From: Hannes Reinecke <hare@suse.de>
To: Mike Christie <michaelc@cs.wisc.edu>
Cc: James.Smart@emulex.com, "Elliott,
Robert (Server Storage)" <Elliott@hp.com>,
"emilne@redhat.com" <emilne@redhat.com>,
SCSI Mailing List <linux-scsi@vger.kernel.org>,
Andrew Vasquez <andrew.vasquez@qlogic.com>,
Chad Dupuis <chad.dupuis@qlogic.com>,
James Bottomley <James.Bottomley@HansenPartnership.com>
Subject: Re: Error handling on FC devices
Date: Mon, 03 Dec 2012 08:15:10 +0100 [thread overview]
Message-ID: <50BC517E.4090208@suse.de> (raw)
In-Reply-To: <50B8E4AC.8@cs.wisc.edu>
On 11/30/2012 05:54 PM, Mike Christie wrote:
> On 11/30/2012 05:44 AM, Hannes Reinecke wrote:
>> On 11/29/2012 05:02 PM, James Smart wrote:
>>> Always possible - but.... Our f/w works at the FCP level and
>>> below, which means it doesn't know/do SCSI commands - e.g what the
>>> cdb within the FCP CMD frame is; know anything about SCSI device
>>> classes and state; etc. And it shouldn't be required to do so.
>>> Anytime this has been there in the past, it's been problematic.
>>>
>>> if we want to do this - we should add it to the midlayer/transport.
>>>
>> D'accord. Transport layer looks like a good fit.
>>
>> What we should be doing is hooking up 'bus_reset' to be equivalent to
>> REMOVE I_T NEXUS (SAS is already doing this).
>
> Do you mean the scsi eh bus reset callout and if so does that work on
> multiple targets but REMOVE I_T NEXUS only will operate on one at a
> time? I think it would be cleaner to add a new callout that works like
> the target reset one where the scsi-ml loops over the targets for the
> drivers.
>
Well, looking at QLogic and Emulex both emulate a bus reset with a
loop over each target and invoke a target reset there.
I somewhat fail to see the rationale behind it, other than emulating
the bus reset behaviour on SPI.
Given that the original target reset already failed (otherwise we
wouldn't be doing a bus reset), I doubt a _second_ target reset
will lead to a different result.
So invoking REMOVE I_T NEXUS here can only improve matters :-)

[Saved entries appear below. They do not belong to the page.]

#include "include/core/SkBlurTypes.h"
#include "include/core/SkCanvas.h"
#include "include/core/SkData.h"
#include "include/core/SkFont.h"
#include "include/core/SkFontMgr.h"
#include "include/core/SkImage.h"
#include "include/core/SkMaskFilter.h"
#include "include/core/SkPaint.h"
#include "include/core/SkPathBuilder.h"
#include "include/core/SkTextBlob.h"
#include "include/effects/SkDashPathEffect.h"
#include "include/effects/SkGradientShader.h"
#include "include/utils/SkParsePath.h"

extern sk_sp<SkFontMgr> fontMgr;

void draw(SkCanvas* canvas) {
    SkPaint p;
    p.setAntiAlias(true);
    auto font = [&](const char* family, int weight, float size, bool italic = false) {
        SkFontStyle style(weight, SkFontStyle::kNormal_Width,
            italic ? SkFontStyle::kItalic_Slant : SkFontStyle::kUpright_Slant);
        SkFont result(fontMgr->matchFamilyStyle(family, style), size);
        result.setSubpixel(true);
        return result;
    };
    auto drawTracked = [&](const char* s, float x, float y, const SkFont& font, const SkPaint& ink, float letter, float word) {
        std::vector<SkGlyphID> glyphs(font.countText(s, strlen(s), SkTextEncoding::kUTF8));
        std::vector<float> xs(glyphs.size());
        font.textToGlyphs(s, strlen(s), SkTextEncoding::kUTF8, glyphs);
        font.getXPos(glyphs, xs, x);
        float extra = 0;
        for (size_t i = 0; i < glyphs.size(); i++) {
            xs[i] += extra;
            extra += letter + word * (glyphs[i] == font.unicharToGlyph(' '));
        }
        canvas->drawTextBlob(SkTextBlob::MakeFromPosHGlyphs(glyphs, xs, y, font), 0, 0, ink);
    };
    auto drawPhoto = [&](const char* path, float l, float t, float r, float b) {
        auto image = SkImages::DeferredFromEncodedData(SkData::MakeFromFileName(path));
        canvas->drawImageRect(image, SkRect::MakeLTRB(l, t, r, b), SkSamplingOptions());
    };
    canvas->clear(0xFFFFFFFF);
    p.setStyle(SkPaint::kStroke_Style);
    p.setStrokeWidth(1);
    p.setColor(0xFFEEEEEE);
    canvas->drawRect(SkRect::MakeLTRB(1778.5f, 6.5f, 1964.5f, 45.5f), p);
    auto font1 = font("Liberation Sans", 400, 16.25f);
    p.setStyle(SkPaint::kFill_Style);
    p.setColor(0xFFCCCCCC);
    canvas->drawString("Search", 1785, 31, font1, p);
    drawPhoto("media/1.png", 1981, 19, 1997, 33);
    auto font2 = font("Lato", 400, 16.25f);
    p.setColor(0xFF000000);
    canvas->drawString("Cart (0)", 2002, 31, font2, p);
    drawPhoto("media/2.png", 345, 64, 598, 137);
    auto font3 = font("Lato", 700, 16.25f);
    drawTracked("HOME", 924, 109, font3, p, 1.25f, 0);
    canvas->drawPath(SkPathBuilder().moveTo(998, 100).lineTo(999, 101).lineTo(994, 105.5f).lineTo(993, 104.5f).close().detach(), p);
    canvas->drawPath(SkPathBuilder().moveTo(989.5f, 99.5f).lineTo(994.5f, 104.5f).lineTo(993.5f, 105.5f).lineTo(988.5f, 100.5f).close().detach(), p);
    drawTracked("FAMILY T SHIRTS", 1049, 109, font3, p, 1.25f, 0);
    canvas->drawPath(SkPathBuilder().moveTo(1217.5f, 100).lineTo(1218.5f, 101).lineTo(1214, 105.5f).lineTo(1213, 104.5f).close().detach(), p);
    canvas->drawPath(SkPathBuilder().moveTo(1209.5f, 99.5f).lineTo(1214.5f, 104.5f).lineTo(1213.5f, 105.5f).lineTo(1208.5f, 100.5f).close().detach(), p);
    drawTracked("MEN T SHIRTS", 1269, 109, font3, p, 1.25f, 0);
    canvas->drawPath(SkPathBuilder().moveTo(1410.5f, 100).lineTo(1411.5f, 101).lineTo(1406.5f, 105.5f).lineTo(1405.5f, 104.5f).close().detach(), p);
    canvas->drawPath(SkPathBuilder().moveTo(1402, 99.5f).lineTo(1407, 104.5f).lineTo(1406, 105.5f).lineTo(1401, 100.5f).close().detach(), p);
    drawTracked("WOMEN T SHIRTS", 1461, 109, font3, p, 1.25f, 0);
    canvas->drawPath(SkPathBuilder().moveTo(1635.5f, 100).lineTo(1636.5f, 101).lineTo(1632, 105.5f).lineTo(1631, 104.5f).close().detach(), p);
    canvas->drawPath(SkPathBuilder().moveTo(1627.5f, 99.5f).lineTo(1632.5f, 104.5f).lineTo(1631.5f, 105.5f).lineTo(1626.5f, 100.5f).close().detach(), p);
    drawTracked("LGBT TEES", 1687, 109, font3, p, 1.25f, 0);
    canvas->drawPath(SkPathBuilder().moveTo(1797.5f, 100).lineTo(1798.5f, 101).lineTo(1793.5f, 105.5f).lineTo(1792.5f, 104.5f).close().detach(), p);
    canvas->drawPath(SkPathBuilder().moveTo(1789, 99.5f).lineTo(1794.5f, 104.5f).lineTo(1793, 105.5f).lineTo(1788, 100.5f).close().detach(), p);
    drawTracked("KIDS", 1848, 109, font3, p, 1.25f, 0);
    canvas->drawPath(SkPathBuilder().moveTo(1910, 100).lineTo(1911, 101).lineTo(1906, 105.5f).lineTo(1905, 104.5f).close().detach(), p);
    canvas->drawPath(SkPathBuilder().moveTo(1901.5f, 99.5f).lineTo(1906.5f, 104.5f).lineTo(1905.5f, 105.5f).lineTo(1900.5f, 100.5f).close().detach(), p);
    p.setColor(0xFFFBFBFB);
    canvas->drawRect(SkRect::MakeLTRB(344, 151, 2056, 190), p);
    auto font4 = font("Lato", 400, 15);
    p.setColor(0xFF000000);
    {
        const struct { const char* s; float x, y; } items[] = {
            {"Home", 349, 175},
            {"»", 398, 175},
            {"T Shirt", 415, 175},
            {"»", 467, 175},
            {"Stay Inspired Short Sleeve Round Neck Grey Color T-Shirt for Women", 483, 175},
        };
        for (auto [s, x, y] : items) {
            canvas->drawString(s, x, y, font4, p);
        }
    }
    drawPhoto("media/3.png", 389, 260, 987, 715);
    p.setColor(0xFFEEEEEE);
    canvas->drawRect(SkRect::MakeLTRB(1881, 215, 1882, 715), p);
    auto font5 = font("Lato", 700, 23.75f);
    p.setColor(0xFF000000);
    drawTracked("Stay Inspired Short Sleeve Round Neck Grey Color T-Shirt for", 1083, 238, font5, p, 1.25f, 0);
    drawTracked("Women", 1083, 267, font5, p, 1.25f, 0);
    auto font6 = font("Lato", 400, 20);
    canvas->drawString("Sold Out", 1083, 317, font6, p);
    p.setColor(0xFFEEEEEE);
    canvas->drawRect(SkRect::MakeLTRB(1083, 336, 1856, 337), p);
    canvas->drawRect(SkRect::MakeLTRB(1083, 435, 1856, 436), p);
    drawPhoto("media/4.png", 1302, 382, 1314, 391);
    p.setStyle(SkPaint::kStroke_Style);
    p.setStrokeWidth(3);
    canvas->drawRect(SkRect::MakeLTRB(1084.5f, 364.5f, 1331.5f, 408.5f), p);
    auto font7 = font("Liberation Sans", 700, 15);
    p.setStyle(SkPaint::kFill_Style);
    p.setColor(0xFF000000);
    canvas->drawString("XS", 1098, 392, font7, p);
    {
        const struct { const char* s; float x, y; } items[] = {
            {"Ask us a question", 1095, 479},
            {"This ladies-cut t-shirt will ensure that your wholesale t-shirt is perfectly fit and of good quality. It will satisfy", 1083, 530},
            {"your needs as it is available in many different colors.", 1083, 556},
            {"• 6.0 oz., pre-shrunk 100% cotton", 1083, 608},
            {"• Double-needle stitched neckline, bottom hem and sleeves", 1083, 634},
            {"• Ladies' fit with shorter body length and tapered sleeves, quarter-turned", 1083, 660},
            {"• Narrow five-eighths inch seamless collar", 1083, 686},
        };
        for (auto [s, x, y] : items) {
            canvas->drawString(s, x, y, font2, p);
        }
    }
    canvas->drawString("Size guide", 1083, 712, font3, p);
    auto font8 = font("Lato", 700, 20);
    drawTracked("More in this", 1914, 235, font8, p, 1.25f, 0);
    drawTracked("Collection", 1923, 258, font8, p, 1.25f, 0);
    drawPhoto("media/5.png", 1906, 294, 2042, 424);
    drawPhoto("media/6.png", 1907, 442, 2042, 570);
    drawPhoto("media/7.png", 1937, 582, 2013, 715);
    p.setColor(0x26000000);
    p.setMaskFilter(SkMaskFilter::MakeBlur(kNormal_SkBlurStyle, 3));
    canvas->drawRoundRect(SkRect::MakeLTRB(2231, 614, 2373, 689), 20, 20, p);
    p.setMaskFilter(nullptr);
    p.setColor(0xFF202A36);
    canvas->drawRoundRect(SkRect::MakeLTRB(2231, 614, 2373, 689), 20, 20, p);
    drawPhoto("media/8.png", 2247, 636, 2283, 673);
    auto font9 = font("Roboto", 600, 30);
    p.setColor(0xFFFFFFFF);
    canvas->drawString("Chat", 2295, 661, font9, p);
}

I'm all for renaming bus_reset, though :-)
>>
>> In our case a REMOVE I_T NEXUS would be roughly equivalent to
>> scsi_remote_port_delete(); only we should be starting aborting
>> outstanding I/O directly and not waiting for fast_fail_tmo
>> to kick in.
>>
>
> To abort IO, will you be calling the drivers terminate_rport_io or
> dev_loss_tmo_callbk? If so I just wanted to warn you that I noticed that
> some drivers will only initiate the aborting/cleanup of IO in there. So
> if you call those callouts and expect that when finished scsi-ml can
> free the scsi command and pass the request back up, I think we could hit
> some races with memory issues.
>
Yeah, I know.
What I had in mind was to invoke terminate_rport_io() and then wait
for a certain time until either all outstanding commands have been
processes (ie starget->busy drops to zero) or the port state changed.
I'm not quite sure as for how long I should be waiting, but
dev_loss_tmo will be a good upper limit here.
As said, I'll be posting a patch.
Cheers,
Hannes
--
Dr. Hannes Reinecke zSeries & Storage
hare@suse.de +49 911 74053 688
SUSE LINUX Products GmbH, Maxfeldstr. 5, 90409 Nürnberg
GF: J. Hawn, J. Guild, F. Imendörffer, HRB 16746 (AG Nürnberg)
--
To unsubscribe from this list: send the line "unsubscribe linux-scsi" in
the body of a message to majordomo@vger.kernel.org
More majordomo info at http://vger.kernel.org/majordomo-info.html
next prev parent reply other threads:[~2012-12-03 7:15 UTC|newest]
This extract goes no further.